Jack Lowden, as McCay’s longtime husband Ryan, somehow comes off even worse—maybe the least palatable screen husband since Eric Roberts in Star 80. He’s portrayed as so insecure about his wife’s elevation to governor that he launches into a campaign of seedy scheming, making it hard to swallow that McCay—who everyone keeps reminding us is so smart—wouldn’t have seen through him in eighteen years together. Again, he’s supposed to be “charming,” but Lowden plays him utterly without any of that quality. Brooks also stages much of the film in flashback, meaning we get a lot of scenes of the thirty-five-year-old Lowden and twenty-nine-year-old Mackey playing sixteen-year-olds.

As if the movie didn’t have enough subplots, there’s also loads of time devoted to Spike Fearn as Casey, McCay’s ne’er-do-well younger brother, who’s trying to win back his ex, played by Ayo Edebiri. Their reunion scene—delivered with dialogue that would be sinister in any other movie—is staged as sugary sweet here.

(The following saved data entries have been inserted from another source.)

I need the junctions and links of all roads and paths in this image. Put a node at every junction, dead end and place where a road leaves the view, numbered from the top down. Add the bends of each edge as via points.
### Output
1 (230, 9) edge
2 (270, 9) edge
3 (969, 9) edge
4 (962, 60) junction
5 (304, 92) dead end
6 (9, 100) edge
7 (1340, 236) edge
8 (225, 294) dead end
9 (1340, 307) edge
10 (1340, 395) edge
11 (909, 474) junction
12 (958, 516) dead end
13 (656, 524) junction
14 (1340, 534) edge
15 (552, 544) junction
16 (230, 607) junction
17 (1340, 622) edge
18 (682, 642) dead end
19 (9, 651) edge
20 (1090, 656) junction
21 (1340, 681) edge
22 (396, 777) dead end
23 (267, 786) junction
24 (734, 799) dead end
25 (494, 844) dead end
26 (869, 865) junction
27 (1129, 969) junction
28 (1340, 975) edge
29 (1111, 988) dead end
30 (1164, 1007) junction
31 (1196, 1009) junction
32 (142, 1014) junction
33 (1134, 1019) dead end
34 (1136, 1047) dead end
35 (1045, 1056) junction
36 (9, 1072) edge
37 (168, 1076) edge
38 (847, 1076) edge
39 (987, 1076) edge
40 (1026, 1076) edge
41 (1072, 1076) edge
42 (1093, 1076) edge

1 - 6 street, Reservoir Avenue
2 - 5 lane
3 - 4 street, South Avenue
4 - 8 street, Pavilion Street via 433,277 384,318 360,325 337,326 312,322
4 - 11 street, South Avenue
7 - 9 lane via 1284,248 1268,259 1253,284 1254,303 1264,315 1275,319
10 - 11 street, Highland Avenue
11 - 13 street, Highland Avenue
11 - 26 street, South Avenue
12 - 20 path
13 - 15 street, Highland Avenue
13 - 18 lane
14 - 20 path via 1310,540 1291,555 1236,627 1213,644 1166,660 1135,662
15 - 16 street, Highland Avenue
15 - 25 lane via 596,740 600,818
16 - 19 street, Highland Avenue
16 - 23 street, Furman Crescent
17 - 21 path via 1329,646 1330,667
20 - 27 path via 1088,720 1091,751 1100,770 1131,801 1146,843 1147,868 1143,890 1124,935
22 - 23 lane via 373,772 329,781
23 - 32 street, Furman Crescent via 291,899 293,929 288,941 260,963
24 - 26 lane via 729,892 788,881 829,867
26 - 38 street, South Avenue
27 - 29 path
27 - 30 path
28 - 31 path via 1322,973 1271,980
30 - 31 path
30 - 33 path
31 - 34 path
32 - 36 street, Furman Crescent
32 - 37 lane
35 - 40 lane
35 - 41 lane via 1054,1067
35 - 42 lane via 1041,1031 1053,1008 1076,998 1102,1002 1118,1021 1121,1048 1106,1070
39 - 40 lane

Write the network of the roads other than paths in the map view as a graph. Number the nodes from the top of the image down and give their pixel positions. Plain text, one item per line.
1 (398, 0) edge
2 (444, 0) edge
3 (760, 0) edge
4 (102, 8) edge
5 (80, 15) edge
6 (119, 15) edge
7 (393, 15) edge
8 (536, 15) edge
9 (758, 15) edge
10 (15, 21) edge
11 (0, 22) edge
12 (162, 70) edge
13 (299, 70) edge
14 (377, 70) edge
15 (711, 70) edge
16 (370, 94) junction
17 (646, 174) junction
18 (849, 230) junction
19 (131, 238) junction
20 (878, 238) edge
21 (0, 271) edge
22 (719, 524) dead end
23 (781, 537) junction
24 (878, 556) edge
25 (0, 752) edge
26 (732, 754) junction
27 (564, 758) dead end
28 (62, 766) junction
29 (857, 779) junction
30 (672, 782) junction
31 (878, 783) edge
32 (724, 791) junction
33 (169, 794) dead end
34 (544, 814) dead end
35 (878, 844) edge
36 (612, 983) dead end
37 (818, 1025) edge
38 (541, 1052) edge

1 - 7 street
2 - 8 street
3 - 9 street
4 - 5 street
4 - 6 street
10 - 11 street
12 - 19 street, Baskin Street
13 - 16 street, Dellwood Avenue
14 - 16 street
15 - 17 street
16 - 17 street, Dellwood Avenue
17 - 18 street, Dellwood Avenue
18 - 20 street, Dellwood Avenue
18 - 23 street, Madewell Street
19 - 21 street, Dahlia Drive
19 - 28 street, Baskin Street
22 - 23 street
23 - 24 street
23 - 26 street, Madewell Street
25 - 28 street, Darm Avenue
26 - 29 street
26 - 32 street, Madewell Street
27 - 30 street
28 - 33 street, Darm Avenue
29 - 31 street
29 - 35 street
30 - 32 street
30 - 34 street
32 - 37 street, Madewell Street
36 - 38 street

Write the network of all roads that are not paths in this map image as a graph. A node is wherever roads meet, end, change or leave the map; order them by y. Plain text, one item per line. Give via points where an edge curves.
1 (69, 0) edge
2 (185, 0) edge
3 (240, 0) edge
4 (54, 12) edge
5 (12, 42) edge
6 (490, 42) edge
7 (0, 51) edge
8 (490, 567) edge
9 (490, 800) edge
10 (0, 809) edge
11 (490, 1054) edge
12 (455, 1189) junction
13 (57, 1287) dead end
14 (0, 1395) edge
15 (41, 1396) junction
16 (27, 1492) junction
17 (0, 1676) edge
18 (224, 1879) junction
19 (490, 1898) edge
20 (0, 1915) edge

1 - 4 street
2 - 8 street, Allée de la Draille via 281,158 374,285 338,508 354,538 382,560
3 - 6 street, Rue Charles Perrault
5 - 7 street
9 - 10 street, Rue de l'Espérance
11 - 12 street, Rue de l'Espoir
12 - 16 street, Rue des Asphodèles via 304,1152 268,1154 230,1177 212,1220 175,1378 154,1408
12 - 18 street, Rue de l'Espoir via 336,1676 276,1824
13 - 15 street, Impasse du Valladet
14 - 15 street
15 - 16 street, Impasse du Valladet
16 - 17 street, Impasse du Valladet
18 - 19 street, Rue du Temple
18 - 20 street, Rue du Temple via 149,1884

However, two cast members somehow walk out unscathed. One is Kumail Nanjiani as the nice-guy trooper on McCay’s detail; in a better version of this movie, he would have been the leading man. The other is Albert Brooks, who plays McCay’s boss, the acid-tongued but sympathetic Governor Bill, in a role that had to have been earmarked for Nicholson. He acquits himself nicely in a Nicholson-esque part, and his scenes are the only ones with the kind of bite that remind you how good James L. Brooks used to be at this kind of material.

Ella McCay is the director’s first movie in fifteen years, but rather than a solid return to form, it’s a movie people should have advised him against making. It will be ravaged by critics. It’s the kind of movie you feel embarrassed watching.